TASK BRIEF:
In the data that follows, give the number of lines containing the word "Ερμού". Offer no additional comment.

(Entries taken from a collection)
>>>>>

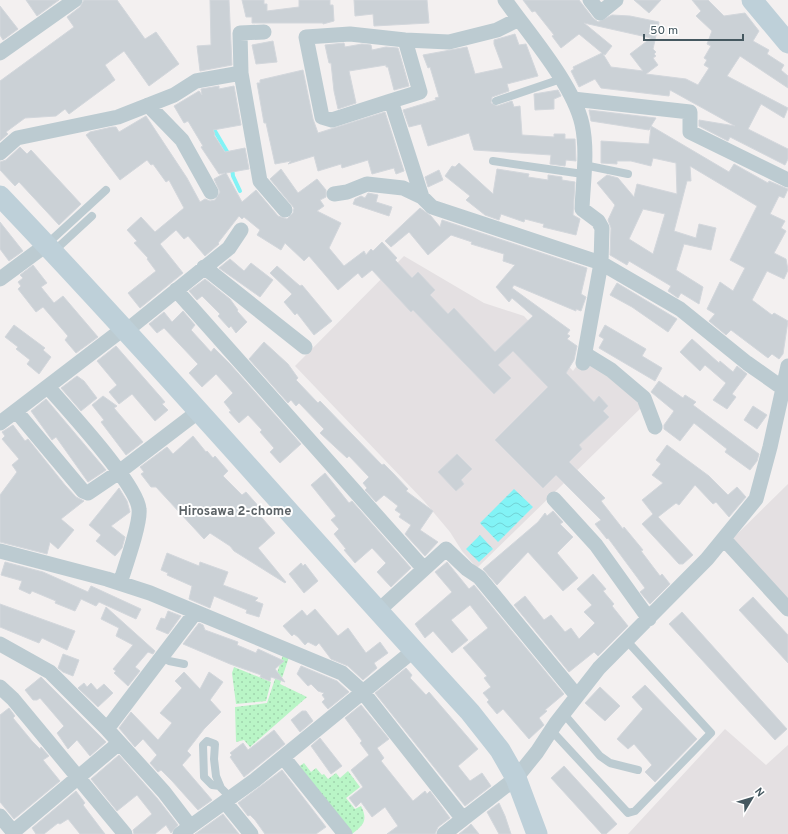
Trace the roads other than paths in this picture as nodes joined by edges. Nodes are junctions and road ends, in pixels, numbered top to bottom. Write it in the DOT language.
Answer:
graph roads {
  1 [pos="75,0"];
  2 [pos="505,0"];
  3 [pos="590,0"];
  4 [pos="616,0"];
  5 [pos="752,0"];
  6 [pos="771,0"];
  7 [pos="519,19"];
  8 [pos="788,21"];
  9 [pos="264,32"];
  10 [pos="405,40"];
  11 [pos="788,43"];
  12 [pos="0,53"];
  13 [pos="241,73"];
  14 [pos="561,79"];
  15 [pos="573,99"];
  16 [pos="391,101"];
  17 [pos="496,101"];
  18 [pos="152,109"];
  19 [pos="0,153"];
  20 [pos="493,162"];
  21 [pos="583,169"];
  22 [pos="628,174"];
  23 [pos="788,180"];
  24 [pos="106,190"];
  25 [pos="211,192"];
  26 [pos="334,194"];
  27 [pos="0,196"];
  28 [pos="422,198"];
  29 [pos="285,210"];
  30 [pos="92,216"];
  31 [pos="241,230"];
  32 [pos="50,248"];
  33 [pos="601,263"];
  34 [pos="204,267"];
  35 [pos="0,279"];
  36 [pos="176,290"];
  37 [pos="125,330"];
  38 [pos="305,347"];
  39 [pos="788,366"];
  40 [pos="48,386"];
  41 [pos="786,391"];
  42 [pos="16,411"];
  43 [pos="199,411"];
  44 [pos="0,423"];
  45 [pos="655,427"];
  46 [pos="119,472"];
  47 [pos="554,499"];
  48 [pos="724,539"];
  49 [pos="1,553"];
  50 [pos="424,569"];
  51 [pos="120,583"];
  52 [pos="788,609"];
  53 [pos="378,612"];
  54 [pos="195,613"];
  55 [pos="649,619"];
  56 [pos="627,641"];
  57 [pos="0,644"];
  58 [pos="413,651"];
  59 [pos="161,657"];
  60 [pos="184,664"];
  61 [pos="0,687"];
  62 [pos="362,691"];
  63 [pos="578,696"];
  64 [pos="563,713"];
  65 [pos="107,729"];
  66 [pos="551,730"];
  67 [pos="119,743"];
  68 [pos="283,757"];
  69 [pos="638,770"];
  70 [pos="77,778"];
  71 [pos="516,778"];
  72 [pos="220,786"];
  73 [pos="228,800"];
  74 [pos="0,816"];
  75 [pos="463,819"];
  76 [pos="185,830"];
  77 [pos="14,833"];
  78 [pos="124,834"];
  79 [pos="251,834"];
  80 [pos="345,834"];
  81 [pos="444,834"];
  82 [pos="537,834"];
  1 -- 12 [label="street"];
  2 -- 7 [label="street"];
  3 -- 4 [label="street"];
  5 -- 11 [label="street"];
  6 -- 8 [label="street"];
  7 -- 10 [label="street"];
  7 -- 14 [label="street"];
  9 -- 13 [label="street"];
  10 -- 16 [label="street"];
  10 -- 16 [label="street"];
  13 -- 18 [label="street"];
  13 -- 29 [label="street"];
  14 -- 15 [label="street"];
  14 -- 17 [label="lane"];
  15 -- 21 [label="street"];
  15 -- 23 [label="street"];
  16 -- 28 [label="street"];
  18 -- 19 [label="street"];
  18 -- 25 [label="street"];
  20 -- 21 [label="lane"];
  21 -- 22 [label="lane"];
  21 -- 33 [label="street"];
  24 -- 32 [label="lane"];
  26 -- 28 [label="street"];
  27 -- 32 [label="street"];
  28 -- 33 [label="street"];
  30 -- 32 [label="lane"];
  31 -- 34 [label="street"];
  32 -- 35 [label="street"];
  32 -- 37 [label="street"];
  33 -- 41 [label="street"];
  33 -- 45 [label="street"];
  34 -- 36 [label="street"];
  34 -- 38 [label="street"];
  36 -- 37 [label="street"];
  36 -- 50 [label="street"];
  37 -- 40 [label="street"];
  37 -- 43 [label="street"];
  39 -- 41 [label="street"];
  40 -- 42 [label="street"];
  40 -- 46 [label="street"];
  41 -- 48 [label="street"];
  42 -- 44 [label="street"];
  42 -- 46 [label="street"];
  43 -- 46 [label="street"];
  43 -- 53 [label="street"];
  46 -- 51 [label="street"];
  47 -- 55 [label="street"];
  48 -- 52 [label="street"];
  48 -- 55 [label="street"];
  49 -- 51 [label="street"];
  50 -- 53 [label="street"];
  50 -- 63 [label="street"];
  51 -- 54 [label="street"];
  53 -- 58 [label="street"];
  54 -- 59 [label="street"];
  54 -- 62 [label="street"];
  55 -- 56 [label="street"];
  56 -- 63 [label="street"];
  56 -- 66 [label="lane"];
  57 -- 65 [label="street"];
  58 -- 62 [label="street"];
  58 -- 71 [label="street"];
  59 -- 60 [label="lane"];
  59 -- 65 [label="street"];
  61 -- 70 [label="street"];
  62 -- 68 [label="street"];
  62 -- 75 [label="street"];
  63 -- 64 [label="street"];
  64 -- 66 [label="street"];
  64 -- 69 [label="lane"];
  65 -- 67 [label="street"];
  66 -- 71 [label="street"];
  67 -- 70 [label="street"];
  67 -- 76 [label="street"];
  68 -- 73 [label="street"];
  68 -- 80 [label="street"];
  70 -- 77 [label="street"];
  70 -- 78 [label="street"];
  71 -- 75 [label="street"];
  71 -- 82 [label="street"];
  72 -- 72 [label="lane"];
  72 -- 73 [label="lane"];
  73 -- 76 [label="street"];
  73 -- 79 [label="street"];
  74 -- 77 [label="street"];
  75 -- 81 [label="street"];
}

<<<<<
>>>>>

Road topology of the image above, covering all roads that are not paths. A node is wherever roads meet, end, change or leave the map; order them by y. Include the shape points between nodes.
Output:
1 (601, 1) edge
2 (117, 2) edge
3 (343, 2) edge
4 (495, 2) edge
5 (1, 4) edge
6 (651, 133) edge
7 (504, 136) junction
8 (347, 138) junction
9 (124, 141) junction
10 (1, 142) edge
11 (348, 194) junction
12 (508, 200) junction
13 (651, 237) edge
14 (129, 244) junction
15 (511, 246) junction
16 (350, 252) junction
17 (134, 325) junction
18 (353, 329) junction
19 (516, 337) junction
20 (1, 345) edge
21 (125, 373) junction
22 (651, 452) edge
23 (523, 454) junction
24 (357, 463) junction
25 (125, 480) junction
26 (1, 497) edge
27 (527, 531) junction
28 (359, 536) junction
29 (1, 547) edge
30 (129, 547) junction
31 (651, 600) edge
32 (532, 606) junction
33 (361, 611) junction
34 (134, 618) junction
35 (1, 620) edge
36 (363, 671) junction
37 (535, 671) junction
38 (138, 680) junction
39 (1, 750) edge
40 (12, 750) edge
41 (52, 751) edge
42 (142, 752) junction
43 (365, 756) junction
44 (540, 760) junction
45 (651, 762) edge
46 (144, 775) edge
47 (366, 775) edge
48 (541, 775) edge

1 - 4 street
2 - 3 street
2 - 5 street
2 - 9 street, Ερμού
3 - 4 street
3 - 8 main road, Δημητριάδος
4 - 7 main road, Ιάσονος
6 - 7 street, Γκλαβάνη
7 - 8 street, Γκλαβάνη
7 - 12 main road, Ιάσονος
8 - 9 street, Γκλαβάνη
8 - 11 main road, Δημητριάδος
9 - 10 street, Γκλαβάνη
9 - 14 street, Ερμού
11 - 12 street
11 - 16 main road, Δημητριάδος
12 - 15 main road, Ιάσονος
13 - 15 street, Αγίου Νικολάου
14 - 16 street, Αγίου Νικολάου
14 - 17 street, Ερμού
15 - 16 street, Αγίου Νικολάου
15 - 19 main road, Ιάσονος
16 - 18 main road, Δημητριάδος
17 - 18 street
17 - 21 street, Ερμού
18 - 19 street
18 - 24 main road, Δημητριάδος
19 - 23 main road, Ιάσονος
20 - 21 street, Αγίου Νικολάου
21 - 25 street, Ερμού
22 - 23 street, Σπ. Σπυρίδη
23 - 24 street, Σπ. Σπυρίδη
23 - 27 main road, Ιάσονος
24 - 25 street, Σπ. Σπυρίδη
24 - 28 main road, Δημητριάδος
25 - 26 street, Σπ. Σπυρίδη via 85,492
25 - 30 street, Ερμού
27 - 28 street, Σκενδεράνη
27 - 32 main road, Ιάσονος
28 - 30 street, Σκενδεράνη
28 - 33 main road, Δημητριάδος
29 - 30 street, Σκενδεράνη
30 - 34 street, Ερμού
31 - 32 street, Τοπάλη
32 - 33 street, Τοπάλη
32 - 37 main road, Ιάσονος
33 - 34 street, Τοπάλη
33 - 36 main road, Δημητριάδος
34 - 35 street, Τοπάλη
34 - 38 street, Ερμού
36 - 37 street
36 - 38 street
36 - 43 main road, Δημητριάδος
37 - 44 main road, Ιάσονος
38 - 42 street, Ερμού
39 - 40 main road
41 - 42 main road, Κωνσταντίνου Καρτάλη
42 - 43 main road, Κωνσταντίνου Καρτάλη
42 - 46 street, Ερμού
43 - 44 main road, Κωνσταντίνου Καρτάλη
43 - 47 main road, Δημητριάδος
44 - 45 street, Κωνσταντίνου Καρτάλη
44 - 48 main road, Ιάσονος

<<<<<
>>>>>

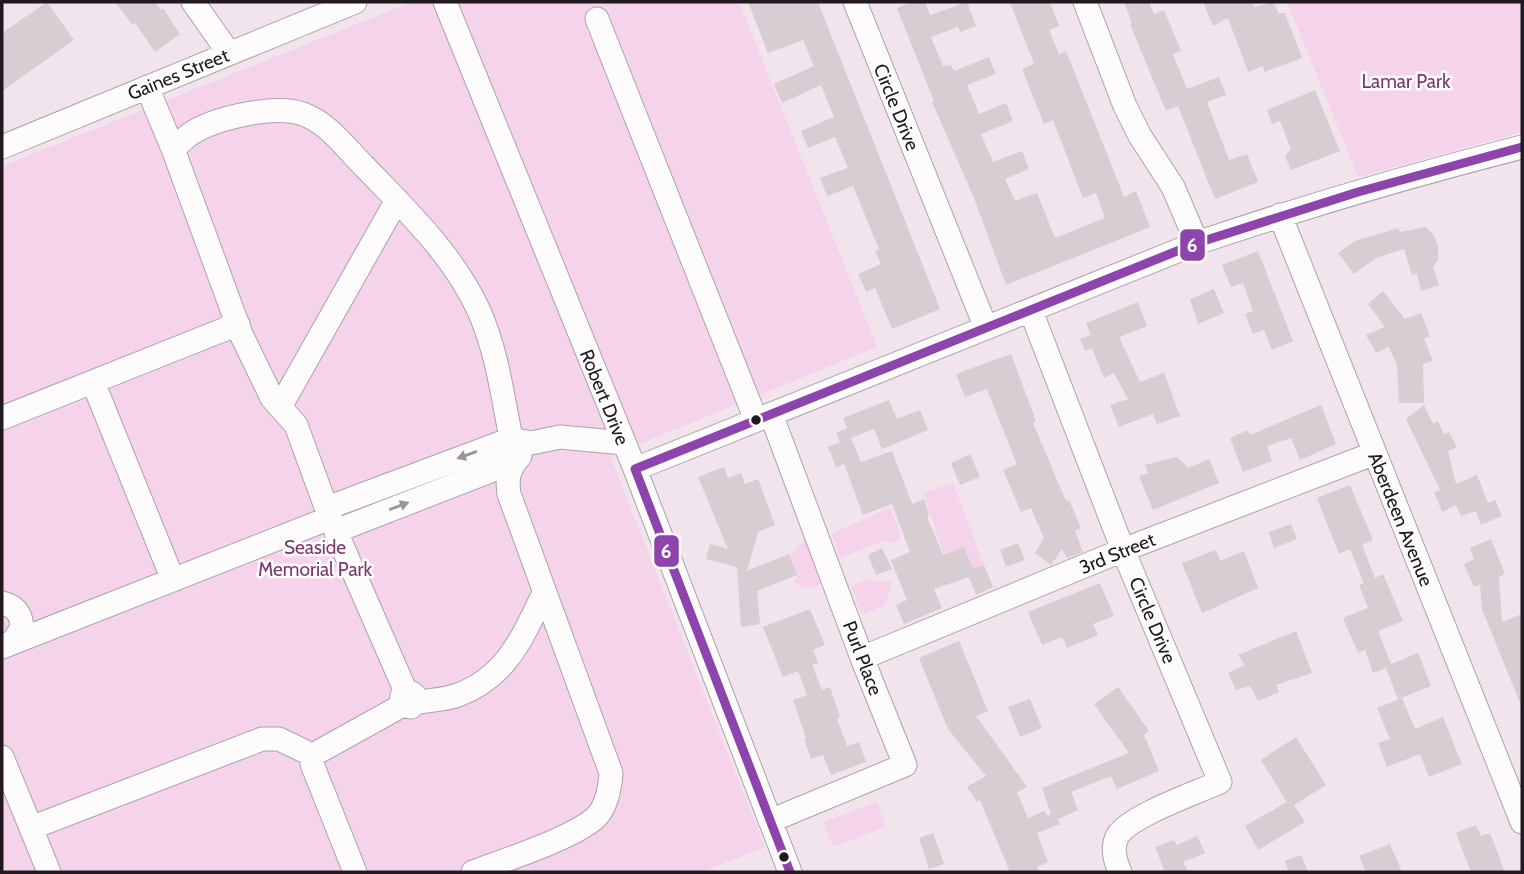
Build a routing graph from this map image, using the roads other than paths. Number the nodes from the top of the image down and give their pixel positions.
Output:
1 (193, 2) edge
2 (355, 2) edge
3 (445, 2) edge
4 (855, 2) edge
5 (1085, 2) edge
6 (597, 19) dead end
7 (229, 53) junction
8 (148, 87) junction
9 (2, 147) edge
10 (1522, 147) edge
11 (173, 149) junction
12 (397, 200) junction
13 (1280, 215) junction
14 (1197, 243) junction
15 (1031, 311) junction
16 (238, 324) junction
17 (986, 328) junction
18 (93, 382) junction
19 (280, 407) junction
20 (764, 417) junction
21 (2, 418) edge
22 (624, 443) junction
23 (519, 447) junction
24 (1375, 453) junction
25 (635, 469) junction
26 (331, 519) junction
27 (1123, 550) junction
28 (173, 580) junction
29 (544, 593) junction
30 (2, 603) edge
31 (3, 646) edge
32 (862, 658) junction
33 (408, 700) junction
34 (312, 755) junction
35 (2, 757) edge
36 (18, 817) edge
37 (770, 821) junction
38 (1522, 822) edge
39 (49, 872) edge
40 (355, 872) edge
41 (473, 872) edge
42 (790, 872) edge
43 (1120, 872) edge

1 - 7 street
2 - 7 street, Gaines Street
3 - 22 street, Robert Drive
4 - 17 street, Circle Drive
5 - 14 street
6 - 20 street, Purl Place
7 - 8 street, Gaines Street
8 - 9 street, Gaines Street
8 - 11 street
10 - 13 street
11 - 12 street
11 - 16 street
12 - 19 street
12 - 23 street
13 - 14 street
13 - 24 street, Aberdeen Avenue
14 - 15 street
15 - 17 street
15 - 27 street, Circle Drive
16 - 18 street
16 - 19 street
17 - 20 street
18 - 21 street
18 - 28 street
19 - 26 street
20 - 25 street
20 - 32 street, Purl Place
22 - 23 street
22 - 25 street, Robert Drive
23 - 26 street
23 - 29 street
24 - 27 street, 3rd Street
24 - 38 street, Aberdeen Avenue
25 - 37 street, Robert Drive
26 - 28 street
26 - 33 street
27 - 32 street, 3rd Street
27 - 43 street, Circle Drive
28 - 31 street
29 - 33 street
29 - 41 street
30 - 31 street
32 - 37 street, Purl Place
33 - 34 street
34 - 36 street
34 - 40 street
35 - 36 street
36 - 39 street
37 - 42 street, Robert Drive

<<<<<

ANSWER BOX:
10